According to Wired.com’s Raw File blog, Edward Burtynsky‘s massive photos from his Oil series, often overwhelming in scale, will now be available in an (itty bitty by comparison) iPad version. Raw File’s Jakob Schiller asks a good question: “How would these prints translate to a backlit viewing platform smaller than a sheet of office paper?”
The answer, at least according to Schiller, is mixed. Though the iPad version may lose some of the drama and awe, interviews, videos, and maps enhance the experience in a way that might be missed on a gallery wall.
But isn’t Schiller’s question just a variation on the same one we’ve been asking ourselves since works of art started populating digital platforms? It’s my personal opinion that, rather than something being taken away, online versions of any work of art make the face-to-face interaction with the piece all the more compelling and meaningful.
You don’t have to agree with me.
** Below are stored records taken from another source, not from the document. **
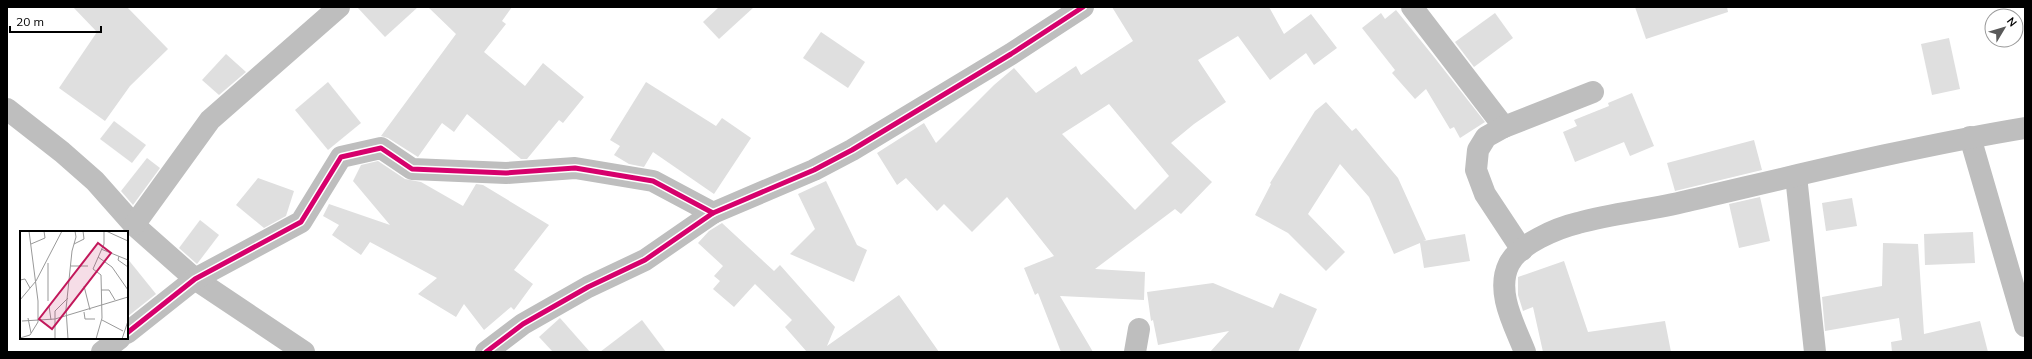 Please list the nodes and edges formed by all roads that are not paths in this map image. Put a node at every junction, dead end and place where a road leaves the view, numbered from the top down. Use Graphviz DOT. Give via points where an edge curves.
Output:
graph roads {
  1 [pos="339,7"];
  2 [pos="1083,7"];
  3 [pos="1412,7"];
  4 [pos="1594,92"];
  5 [pos="7,109"];
  6 [pos="1504,127"];
  7 [pos="2025,128"];
  8 [pos="1970,137"];
  9 [pos="1796,176"];
  10 [pos="713,213"];
  11 [pos="134,226"];
  12 [pos="1522,250"];
  13 [pos="196,279"];
  14 [pos="2025,326"];
  15 [pos="1140,329"];
  16 [pos="128,332"];
  17 [pos="119,339"];
  18 [pos="102,352"];
  19 [pos="304,352"];
  20 [pos="486,352"];
  21 [pos="1135,352"];
  22 [pos="1525,352"];
  23 [pos="1815,352"];
  1 -- 11 [label="street" via="210,120"];
  2 -- 10 [label="street" via="1012,54 852,150 814,170"];
  3 -- 6 [label="street"];
  4 -- 6 [label="street"];
  5 -- 11 [label="street" via="95,181"];
  6 -- 12 [label="street" via="1486,137 1478,150 1476,170 1485,194"];
  7 -- 8 [label="street"];
  8 -- 9 [label="street"];
  8 -- 14 [label="street"];
  9 -- 12 [label="street" via="1673,205 1578,223 1539,239"];
  9 -- 23 [label="street"];
  10 -- 13 [label="street" via="653,181 576,168 506,173 412,169 381,148 341,157 301,222"];
  10 -- 20 [label="street" via="645,260 588,287 523,324"];
  11 -- 13 [label="street"];
  12 -- 22 [label="street" via="1509,264 1504,281 1505,298"];
  13 -- 16 [label="street"];
  13 -- 19 [label="street"];
  15 -- 21 [label="street"];
  17 -- 18 [label="street"];
}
Examples of Burtynsky’s giant photos will be featured in Picturing the Sublime: Photographs from the Joseph and Charlotte Lichtenberg Collection, on view at the Phillips Oct. 11, 2012–Jan. 13, 2013. Bring your iPad and make the comparison.
Amy Wike, Publicity & Marketing Coordinator
What a wonderful resonance these works have with the Augustus Vincent Tack panels in the music room! http://phillipscollection.org/exhibitions/past/2011/tacks_music_room.aspx
Excellent observation Evelyn! They’re unfortunately not on view anymore, but thanks for pointing out the resonance.